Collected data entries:
————————

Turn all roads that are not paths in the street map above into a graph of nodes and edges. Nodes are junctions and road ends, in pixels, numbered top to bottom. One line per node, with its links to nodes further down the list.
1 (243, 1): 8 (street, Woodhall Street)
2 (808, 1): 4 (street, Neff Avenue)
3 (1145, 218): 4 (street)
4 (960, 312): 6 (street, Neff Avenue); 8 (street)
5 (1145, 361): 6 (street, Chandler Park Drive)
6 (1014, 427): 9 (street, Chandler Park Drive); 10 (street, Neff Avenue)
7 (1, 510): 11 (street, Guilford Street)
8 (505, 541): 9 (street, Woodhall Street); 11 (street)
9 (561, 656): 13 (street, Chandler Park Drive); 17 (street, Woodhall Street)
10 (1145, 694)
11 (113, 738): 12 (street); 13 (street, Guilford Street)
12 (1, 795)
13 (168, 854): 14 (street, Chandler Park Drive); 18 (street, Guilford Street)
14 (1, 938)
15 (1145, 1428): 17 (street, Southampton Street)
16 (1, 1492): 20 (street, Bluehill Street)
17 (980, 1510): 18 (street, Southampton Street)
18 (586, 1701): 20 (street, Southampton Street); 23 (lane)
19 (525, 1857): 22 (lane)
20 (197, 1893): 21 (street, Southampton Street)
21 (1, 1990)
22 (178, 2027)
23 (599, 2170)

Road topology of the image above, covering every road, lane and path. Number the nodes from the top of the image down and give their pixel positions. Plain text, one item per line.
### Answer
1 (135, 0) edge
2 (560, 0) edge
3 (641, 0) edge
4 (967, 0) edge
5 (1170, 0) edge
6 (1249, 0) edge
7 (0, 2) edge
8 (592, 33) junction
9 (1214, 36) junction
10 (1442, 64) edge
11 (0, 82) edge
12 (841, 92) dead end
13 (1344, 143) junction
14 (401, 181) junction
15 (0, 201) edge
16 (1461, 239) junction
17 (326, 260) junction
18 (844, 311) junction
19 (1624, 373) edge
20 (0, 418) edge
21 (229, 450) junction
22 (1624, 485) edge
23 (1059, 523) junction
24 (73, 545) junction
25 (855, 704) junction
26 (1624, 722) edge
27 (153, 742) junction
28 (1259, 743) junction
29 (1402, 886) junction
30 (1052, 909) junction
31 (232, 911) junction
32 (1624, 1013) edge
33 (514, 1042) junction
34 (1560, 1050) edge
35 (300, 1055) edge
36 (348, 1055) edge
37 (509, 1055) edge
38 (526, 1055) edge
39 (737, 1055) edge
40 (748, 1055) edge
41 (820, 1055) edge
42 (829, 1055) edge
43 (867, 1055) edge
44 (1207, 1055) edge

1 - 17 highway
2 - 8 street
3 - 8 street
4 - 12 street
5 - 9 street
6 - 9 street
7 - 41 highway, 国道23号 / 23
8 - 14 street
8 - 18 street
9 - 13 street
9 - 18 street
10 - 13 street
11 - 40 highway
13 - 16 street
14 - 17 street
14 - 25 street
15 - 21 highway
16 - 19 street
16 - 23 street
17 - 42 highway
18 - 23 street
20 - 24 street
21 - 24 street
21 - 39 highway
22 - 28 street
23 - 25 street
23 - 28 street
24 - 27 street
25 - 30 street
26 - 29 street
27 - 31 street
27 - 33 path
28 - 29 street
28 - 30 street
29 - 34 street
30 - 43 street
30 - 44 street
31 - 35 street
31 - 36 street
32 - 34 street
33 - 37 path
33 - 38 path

————————

→ Directions for this task
I need exact copies of the lines from the one holding "Road topology of" through the end of the records above, and nothing beyond them.

→ Answer area
Road topology of the image above, covering every road, lane and path. Number the nodes from the top of the image down and give their pixel positions. Plain text, one item per line.
### Answer
1 (135, 0) edge
2 (560, 0) edge
3 (641, 0) edge
4 (967, 0) edge
5 (1170, 0) edge
6 (1249, 0) edge
7 (0, 2) edge
8 (592, 33) junction
9 (1214, 36) junction
10 (1442, 64) edge
11 (0, 82) edge
12 (841, 92) dead end
13 (1344, 143) junction
14 (401, 181) junction
15 (0, 201) edge
16 (1461, 239) junction
17 (326, 260) junction
18 (844, 311) junction
19 (1624, 373) edge
20 (0, 418) edge
21 (229, 450) junction
22 (1624, 485) edge
23 (1059, 523) junction
24 (73, 545) junction
25 (855, 704) junction
26 (1624, 722) edge
27 (153, 742) junction
28 (1259, 743) junction
29 (1402, 886) junction
30 (1052, 909) junction
31 (232, 911) junction
32 (1624, 1013) edge
33 (514, 1042) junction
34 (1560, 1050) edge
35 (300, 1055) edge
36 (348, 1055) edge
37 (509, 1055) edge
38 (526, 1055) edge
39 (737, 1055) edge
40 (748, 1055) edge
41 (820, 1055) edge
42 (829, 1055) edge
43 (867, 1055) edge
44 (1207, 1055) edge

1 - 17 highway
2 - 8 street
3 - 8 street
4 - 12 street
5 - 9 street
6 - 9 street
7 - 41 highway, 国道23号 / 23
8 - 14 street
8 - 18 street
9 - 13 street
9 - 18 street
10 - 13 street
11 - 40 highway
13 - 16 street
14 - 17 street
14 - 25 street
15 - 21 highway
16 - 19 street
16 - 23 street
17 - 42 highway
18 - 23 street
20 - 24 street
21 - 24 street
21 - 39 highway
22 - 28 street
23 - 25 street
23 - 28 street
24 - 27 street
25 - 30 street
26 - 29 street
27 - 31 street
27 - 33 path
28 - 29 street
28 - 30 street
29 - 34 street
30 - 43 street
30 - 44 street
31 - 35 street
31 - 36 street
32 - 34 street
33 - 37 path
33 - 38 path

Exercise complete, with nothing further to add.